Ginkgo biloba trees — which have been around for 270 million years, have no living relatives, and can live individually for 3,000 years — lose all their leaves virtually at once, triggered by a hard frost and who knows what other signals echoing across vast millennia. The second of November this year, when I happened to visit the Path of Life in Windsor, Vermont, was that day for the young ginkgo straddling the lawn and the bramble swath above the Connecticut river.



“… the ginkgo trees
That stand along the walk drop all their leaves
In one consent, and neither to rain nor to wind
But as though to time alone: the golden and green
Leaves litter the lawn today, that yesterday
Had spread aloft their fluttering fans of light.” — Howard Nemerov, from “The Consent”

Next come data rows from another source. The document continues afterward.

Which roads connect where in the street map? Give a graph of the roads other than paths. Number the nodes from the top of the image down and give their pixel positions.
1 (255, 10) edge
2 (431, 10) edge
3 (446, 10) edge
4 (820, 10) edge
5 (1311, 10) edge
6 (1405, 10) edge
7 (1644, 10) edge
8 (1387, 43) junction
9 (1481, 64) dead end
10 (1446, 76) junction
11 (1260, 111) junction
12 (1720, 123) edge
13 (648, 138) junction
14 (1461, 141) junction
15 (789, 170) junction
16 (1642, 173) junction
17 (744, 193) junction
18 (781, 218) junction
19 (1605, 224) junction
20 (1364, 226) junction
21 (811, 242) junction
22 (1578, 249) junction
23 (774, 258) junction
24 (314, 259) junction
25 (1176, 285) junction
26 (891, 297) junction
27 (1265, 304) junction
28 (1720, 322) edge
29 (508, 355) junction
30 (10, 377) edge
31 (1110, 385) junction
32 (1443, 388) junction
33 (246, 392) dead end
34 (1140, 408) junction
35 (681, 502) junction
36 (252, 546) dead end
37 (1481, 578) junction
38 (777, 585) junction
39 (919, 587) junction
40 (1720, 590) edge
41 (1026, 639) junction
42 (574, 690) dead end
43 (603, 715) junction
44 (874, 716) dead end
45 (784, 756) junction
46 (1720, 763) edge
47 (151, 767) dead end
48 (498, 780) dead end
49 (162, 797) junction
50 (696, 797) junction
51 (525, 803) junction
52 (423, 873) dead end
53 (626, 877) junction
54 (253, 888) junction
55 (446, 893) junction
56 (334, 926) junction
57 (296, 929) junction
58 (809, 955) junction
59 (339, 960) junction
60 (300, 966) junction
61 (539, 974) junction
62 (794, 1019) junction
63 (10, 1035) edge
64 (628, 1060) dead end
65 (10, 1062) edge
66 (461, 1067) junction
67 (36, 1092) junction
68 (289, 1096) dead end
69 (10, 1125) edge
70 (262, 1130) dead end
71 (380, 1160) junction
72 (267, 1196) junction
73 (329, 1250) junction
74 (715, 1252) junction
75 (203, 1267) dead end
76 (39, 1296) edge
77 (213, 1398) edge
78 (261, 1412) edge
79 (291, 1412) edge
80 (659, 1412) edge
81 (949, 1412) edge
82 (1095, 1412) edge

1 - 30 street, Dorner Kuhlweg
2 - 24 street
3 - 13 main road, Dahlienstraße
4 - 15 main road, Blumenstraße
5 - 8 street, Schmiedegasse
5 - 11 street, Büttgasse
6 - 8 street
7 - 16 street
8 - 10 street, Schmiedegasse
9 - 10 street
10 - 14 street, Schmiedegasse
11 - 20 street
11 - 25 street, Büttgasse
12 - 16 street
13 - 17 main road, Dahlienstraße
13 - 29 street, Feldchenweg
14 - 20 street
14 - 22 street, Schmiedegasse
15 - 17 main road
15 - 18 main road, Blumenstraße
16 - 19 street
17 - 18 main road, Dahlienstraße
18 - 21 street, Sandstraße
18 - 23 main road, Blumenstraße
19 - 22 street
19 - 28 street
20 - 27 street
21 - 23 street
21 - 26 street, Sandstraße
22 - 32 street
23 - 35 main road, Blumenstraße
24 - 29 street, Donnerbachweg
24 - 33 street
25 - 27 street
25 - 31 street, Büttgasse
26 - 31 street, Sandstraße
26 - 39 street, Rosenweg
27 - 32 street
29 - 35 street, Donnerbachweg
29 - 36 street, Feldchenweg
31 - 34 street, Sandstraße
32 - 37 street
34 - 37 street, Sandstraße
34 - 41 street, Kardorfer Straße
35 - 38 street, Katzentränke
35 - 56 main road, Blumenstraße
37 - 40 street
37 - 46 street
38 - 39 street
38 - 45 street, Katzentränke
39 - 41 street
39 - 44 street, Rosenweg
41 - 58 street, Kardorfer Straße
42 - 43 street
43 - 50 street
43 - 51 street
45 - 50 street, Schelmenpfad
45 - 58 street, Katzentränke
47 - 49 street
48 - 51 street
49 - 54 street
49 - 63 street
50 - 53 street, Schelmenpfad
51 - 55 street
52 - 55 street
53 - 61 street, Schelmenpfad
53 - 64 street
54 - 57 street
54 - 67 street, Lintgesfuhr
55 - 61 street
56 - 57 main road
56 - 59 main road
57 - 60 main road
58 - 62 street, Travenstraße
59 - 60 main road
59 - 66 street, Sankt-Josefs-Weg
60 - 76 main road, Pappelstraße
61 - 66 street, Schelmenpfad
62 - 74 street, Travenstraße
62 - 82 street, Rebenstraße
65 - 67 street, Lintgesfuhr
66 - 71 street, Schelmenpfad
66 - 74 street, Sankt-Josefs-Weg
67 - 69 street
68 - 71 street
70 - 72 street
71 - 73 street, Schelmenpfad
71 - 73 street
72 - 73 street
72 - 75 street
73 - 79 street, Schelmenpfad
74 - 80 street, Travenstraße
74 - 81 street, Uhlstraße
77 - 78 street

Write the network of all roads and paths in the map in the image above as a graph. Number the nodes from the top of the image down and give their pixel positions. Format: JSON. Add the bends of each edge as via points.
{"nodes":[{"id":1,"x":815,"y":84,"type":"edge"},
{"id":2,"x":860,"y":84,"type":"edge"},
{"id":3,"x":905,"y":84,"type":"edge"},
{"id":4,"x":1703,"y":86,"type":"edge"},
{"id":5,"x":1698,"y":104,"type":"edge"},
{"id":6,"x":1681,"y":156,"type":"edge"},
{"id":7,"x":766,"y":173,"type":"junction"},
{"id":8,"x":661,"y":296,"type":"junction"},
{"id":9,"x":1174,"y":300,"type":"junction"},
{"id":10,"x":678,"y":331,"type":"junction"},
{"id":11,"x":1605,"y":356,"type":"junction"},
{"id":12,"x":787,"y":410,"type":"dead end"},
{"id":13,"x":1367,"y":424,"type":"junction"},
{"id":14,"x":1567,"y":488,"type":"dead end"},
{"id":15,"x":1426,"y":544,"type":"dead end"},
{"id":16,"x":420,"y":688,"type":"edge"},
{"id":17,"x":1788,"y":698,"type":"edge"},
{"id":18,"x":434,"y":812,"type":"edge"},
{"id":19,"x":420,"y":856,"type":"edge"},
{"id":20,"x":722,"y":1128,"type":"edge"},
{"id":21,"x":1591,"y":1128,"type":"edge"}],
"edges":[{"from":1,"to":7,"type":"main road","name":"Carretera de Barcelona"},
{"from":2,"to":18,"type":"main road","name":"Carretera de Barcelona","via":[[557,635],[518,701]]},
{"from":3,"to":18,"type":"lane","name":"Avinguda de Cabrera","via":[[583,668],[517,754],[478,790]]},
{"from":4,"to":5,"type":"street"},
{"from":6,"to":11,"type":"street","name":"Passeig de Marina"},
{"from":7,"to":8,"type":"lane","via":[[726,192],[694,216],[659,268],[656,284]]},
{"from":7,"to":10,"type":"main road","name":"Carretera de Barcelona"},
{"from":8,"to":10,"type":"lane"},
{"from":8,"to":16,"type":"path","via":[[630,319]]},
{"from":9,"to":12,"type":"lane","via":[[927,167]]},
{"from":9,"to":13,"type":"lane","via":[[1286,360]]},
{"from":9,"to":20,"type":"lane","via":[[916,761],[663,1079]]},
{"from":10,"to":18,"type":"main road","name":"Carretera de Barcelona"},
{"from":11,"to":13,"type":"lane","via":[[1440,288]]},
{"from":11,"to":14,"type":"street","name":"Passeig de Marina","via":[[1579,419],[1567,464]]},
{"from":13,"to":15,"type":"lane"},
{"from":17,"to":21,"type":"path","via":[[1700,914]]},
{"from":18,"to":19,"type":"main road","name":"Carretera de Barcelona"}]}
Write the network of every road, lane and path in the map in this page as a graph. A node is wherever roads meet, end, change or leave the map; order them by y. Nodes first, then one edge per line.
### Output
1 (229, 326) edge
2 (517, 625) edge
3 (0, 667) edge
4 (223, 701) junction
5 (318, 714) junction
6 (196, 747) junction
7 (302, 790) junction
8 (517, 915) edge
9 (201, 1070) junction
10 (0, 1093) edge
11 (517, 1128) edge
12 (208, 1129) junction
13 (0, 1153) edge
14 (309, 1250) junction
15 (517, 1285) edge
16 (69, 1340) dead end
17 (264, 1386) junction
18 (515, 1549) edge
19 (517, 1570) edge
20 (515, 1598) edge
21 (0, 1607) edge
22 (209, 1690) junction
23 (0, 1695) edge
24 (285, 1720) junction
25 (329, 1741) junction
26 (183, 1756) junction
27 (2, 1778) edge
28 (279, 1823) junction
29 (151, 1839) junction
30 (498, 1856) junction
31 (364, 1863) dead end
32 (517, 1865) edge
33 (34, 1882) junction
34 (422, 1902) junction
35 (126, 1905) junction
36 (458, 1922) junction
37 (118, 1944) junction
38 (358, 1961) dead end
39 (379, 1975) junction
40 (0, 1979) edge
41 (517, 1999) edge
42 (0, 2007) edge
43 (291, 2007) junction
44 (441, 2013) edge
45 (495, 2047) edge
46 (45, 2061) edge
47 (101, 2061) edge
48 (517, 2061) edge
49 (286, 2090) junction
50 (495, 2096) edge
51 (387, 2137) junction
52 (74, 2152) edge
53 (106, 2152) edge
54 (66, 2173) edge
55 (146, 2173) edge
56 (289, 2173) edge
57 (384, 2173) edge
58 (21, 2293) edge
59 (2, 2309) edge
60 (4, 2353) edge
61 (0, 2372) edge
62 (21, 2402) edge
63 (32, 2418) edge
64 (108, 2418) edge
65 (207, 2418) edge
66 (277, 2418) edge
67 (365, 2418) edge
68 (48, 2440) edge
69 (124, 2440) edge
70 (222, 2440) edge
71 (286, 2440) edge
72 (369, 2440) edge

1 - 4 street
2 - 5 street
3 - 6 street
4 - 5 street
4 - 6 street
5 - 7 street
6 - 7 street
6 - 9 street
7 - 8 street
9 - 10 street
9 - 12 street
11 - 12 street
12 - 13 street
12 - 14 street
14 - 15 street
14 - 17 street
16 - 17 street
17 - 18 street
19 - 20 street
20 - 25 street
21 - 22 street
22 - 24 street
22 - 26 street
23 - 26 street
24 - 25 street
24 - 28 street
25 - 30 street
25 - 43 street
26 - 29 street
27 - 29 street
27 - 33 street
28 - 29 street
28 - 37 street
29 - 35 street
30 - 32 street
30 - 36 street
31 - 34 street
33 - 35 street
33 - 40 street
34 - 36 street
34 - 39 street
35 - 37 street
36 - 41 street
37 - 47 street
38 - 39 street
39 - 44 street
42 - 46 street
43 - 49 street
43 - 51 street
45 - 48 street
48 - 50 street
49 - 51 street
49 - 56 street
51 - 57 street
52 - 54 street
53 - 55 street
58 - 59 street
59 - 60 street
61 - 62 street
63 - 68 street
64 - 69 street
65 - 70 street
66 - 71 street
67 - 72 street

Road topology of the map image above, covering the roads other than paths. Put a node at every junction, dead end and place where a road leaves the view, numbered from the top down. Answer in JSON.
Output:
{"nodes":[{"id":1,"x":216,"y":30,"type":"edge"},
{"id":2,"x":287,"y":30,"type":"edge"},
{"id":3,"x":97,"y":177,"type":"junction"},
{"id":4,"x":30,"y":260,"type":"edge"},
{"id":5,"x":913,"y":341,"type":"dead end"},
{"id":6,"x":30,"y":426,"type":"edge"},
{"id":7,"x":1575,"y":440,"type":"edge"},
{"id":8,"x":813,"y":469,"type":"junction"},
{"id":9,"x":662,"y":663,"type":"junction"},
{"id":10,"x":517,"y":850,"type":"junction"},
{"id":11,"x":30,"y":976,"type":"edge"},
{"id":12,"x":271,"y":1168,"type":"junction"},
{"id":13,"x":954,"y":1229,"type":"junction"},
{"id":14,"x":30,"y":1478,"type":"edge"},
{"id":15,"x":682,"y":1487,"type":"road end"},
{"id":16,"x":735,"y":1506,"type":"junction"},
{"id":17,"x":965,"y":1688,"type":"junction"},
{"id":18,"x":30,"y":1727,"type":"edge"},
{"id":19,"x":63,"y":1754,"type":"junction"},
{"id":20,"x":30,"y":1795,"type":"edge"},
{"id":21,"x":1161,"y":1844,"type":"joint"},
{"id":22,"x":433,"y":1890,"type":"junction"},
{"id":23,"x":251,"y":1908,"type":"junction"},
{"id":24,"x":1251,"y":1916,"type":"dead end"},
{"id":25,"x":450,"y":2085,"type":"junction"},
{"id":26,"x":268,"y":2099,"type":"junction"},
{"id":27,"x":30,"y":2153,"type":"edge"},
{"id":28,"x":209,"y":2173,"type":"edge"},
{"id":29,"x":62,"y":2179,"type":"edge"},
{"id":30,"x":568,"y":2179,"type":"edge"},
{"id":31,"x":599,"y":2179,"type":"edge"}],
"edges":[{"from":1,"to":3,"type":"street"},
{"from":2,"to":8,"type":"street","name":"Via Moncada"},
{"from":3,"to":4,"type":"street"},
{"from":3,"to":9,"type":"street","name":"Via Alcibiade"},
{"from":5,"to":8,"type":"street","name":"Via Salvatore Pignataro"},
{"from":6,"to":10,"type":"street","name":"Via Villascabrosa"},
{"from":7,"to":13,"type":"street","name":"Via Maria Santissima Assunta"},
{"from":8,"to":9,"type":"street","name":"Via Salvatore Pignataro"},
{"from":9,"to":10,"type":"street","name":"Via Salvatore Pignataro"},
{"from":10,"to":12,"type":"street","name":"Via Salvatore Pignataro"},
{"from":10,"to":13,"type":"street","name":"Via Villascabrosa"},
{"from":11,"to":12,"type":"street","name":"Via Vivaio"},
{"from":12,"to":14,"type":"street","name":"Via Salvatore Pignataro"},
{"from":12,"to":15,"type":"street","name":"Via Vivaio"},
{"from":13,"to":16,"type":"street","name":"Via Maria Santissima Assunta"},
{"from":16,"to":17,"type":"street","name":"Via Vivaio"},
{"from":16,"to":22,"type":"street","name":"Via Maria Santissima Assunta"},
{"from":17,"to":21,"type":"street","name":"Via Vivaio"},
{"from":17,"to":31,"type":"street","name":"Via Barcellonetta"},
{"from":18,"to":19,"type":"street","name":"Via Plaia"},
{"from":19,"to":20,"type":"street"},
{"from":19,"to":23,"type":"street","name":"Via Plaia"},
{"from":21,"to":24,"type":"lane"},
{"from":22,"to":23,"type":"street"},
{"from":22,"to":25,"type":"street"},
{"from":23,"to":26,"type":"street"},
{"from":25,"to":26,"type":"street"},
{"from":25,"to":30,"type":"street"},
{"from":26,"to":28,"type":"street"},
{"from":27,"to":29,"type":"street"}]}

Wednesday Vignette is brought to us by Flutter & Hum.


  1. Ginkos are such gorgeous trees! Every autumn, I think there is no purer yellow than the fall color of Genko trees. I had no idea they lose all their leaves at once, but it makes sense now that you say it. All of a sudden, they are bare. A good reminder to take that photo when you see it. Wait another day and it might be a lost opportunity.

  2. These used to be a common street tree in the Santa Clara Valley. There was a sidewalk I used to walk down on my way to junior high school that would get so covered by ginkgo leaves that the pavement was no visible. I thought that if I did not need to turn off to go to school, I could follow the bright yellow sidewalk all the way to the Emerald City.